Stickers are seen at a polling location during the Pennsylvania primary in Philadelphia on April 26, 2016. On Tuesday, a North Carolina court ruled that GOP lawmakers gerrymandered the state's voting districts. File Photo by Kevin Dietsch/UPI | License Photo
Jan. 9 (UPI) -- A North Carolina federal court ruled Tuesday that a congressional map drawn by state Republicans was unconstitutional because it was intentionally gerrymandered
The three-judge said the North Carolina General Assembly must redraw the districts by Jan. 29. If the court finds that the new map is still too partisan, it will draw its own map.
In writing the opinion, 4th U.S. Circuit Court of Appeals Judge James Wynn quoted Republican State Rep. David Lewis, the chairman of the redistricting committee, who was blatant about the purpose of redrawing the districts.
"Rather than seeking to advance any democratic or constitutional interest, the state legislator responsible for drawing the 2016 Plan said he drew the map to advantage Republican candidates because he 'think[s] electing Republicans is better than electing Democrats,'" Wynn wrote.
Wynn said state Republicans never disputed that the redistricting was done to help their party win elections.
"The Republican-controlled North Carolina General Assembly expressly directed the legislators and consultant responsible for drawing the 2016 Plan to rely on 'political data' -- past election results specifying whether, and to what extent, particular voting districts had favored Republican or Democratic candidates, and therefore were likely to do so in the future -- to draw a districting plan that would ensure Republican candidates would prevail in the vast majority of the state's congressional districts," Wynn wrote.

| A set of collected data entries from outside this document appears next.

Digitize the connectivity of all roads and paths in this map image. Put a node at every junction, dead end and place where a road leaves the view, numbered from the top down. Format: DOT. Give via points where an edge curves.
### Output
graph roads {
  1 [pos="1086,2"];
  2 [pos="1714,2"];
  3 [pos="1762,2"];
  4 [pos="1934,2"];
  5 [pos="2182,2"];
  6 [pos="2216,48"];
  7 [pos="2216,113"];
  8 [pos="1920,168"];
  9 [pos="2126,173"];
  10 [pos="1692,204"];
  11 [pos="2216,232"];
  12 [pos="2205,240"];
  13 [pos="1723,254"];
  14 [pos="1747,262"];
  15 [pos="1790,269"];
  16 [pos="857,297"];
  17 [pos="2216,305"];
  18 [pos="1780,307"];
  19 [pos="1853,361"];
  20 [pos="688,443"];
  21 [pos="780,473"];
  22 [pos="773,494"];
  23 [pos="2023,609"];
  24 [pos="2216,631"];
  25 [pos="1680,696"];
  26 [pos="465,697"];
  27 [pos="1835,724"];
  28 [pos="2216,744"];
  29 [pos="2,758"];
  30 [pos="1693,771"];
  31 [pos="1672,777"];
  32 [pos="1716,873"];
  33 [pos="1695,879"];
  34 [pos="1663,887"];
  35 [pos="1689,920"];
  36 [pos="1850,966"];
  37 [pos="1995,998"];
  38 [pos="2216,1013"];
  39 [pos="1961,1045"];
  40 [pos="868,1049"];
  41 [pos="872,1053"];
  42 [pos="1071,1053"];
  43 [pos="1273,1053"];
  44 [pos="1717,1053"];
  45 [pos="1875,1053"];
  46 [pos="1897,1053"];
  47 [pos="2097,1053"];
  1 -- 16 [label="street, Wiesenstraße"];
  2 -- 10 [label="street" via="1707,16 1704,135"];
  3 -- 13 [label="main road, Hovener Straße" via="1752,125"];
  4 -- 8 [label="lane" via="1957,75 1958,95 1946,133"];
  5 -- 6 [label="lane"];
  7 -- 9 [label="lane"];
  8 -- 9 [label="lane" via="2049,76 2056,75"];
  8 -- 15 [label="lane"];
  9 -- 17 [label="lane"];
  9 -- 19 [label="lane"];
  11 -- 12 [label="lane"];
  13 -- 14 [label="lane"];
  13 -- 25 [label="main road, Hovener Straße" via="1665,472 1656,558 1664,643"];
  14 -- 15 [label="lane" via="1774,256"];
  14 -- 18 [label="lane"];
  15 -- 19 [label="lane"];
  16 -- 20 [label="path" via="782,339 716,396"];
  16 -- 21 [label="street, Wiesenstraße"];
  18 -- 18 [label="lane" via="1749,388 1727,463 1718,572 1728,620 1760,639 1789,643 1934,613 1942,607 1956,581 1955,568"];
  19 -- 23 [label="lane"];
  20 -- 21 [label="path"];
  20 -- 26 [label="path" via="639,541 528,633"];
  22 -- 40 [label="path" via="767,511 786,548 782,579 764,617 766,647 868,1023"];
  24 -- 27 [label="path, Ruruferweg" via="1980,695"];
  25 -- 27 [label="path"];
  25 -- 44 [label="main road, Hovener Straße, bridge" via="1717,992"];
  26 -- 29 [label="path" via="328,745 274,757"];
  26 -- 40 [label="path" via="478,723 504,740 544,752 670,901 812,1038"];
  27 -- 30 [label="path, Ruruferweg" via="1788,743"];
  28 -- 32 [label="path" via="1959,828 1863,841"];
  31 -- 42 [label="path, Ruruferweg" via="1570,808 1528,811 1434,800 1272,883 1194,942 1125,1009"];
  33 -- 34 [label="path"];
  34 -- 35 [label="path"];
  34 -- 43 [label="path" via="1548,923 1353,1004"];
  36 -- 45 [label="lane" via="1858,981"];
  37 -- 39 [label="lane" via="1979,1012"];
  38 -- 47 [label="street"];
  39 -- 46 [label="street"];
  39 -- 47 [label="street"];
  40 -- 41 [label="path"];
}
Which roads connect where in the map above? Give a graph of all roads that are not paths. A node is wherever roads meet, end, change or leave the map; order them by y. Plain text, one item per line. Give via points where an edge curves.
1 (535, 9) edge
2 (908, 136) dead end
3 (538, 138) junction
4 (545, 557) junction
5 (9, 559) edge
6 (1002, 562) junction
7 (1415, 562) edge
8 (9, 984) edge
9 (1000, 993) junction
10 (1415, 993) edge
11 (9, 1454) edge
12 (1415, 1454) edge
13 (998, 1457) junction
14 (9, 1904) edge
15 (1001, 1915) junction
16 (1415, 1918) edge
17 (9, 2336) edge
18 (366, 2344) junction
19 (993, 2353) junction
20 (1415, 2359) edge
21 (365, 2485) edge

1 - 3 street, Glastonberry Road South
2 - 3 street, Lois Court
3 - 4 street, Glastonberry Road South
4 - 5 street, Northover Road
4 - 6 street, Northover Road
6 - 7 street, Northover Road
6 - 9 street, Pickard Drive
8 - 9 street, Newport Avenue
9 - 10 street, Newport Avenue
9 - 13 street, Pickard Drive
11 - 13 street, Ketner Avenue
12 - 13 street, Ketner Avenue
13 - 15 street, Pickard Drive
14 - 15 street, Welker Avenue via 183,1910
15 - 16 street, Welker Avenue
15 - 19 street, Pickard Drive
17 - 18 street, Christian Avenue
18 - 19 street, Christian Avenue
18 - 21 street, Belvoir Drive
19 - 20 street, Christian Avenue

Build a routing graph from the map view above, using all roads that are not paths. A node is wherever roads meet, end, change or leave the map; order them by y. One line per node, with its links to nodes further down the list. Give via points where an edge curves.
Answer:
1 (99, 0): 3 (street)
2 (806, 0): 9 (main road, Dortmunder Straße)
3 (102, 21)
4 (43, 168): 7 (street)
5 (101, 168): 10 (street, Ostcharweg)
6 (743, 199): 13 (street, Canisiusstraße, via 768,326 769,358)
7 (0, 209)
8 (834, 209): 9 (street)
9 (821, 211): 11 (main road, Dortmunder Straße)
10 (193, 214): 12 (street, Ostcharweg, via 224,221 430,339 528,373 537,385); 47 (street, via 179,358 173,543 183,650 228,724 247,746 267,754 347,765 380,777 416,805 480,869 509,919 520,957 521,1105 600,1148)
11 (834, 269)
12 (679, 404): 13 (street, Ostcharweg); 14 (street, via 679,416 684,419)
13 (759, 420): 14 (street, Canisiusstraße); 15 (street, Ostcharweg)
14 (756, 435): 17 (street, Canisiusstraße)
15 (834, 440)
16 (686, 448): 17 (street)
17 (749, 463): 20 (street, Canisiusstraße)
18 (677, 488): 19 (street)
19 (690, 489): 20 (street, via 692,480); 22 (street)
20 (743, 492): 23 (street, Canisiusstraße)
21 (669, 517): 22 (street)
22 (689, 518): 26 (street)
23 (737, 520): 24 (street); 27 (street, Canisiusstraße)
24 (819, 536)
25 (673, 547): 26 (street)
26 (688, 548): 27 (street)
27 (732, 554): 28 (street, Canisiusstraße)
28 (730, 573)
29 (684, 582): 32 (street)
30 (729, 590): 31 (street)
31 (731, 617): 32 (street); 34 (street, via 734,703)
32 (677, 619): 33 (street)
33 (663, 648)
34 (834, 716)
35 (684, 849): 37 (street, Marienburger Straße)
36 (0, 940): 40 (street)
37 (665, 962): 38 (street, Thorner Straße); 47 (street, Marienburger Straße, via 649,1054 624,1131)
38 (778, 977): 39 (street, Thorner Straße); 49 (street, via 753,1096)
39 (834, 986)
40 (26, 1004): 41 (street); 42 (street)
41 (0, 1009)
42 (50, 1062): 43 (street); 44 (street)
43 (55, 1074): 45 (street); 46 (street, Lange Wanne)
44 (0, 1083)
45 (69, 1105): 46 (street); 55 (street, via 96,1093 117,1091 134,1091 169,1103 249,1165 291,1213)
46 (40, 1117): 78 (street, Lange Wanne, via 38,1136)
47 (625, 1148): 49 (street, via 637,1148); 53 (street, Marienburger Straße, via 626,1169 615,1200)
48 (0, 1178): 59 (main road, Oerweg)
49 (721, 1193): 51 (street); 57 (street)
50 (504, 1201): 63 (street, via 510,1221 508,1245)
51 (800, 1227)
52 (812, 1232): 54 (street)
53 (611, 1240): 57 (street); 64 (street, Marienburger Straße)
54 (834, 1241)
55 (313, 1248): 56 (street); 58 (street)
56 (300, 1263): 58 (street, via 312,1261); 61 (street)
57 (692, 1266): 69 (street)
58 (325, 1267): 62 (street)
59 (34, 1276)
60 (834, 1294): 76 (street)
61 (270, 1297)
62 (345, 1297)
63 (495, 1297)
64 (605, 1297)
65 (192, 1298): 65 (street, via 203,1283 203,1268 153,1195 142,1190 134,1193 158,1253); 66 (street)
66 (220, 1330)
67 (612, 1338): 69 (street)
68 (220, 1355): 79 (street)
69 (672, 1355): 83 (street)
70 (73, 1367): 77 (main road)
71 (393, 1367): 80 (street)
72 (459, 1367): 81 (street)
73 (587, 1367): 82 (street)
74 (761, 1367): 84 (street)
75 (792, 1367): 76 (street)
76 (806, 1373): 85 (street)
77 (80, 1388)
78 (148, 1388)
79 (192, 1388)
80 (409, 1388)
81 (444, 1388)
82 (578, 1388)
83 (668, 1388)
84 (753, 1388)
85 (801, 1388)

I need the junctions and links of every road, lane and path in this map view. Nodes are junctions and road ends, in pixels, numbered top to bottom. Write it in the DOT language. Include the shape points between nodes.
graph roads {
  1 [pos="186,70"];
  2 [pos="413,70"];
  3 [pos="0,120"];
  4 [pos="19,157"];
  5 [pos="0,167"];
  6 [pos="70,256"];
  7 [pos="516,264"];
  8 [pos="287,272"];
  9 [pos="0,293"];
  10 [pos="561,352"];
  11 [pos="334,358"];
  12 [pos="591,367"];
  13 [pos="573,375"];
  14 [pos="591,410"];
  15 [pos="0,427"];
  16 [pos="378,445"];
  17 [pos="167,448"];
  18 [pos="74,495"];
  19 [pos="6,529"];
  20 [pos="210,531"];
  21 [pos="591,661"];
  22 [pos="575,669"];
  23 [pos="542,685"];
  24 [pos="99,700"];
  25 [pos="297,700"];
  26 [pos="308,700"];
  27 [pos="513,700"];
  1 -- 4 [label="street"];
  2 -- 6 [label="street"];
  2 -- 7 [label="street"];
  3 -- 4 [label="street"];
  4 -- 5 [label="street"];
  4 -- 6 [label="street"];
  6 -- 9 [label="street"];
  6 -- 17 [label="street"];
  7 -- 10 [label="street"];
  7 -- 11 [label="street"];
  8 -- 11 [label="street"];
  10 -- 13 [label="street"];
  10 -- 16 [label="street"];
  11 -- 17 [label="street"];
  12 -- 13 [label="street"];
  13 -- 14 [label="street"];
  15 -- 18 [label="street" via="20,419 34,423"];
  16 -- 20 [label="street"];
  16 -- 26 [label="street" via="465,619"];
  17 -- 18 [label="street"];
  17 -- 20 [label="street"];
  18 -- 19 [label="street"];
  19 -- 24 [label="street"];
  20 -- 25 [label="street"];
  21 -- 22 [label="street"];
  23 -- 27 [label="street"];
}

Dallas Wodehouse, the executive director of the North Carolina GOP, blasted Wynn, an Obama appointee, on Twitter.
"It is now very clear that Judge Wynn has decided that @ncgop should not be allowed to draw election districts under any circumstances under any set of rules," Wodehouse wrote. "This is a hostile takeover of the #NCGA and legislative bodies across the U.S."
J. Michael Bitzer, a professor of political science at Catawba College near Charlotte, told The New York Times that new maps could give some political "hope" to Democrats in time for the midterm elections this year.
"I can imagine the Republicans being furious, but they have to see political reality, and it's not just in the next two weeks: It's come November," he said.